(Stored data entries)

=====

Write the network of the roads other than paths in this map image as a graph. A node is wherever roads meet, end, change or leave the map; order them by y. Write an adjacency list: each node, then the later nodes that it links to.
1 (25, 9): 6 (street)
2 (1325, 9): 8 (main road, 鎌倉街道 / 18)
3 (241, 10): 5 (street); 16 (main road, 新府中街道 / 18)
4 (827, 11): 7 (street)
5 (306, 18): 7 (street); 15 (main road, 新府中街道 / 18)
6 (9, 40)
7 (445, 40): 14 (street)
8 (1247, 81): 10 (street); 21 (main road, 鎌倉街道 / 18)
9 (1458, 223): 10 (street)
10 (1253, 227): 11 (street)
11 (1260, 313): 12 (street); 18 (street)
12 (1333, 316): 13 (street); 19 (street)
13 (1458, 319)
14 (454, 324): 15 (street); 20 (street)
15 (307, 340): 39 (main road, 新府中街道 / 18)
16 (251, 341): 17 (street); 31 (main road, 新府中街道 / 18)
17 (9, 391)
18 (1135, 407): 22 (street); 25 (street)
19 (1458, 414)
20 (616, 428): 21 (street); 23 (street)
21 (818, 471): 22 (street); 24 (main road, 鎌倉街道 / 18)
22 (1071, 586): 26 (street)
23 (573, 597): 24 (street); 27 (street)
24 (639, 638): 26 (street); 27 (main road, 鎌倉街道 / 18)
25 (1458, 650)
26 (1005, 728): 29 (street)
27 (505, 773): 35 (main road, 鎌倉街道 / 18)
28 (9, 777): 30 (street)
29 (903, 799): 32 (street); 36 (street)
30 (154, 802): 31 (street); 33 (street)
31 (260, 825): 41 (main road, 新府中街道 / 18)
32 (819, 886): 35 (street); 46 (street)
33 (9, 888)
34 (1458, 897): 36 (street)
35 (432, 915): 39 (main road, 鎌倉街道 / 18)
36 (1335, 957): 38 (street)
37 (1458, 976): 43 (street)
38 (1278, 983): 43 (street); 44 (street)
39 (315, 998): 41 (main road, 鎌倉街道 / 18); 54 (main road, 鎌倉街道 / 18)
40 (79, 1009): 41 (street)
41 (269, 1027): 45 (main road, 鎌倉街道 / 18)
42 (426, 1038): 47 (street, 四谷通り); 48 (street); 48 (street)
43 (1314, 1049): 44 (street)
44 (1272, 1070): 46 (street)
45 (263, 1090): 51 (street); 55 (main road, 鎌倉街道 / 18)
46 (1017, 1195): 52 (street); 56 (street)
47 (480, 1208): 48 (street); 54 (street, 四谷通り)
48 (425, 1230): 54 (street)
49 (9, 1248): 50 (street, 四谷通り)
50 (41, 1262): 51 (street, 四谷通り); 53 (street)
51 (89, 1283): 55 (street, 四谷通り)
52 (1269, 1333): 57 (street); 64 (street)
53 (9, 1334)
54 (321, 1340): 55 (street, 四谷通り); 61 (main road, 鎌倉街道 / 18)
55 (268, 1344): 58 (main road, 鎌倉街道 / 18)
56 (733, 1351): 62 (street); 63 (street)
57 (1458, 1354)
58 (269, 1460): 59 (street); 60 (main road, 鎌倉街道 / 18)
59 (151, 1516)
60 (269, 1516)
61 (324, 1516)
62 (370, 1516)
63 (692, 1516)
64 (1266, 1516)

=====

▶ **Exercise directions**:
Your answer should be each line of the data that contains the word "鎌倉街道", copied as it stands.

▶ **Written response**:
2 (1325, 9): 8 (main road, 鎌倉街道 / 18)
8 (1247, 81): 10 (street); 21 (main road, 鎌倉街道 / 18)
21 (818, 471): 22 (street); 24 (main road, 鎌倉街道 / 18)
24 (639, 638): 26 (street); 27 (main road, 鎌倉街道 / 18)
27 (505, 773): 35 (main road, 鎌倉街道 / 18)
35 (432, 915): 39 (main road, 鎌倉街道 / 18)
39 (315, 998): 41 (main road, 鎌倉街道 / 18); 54 (main road, 鎌倉街道 / 18)
41 (269, 1027): 45 (main road, 鎌倉街道 / 18)
45 (263, 1090): 51 (street); 55 (main road, 鎌倉街道 / 18)
54 (321, 1340): 55 (street, 四谷通り); 61 (main road, 鎌倉街道 / 18)
55 (268, 1344): 58 (main road, 鎌倉街道 / 18)
58 (269, 1460): 59 (street); 60 (main road, 鎌倉街道 / 18)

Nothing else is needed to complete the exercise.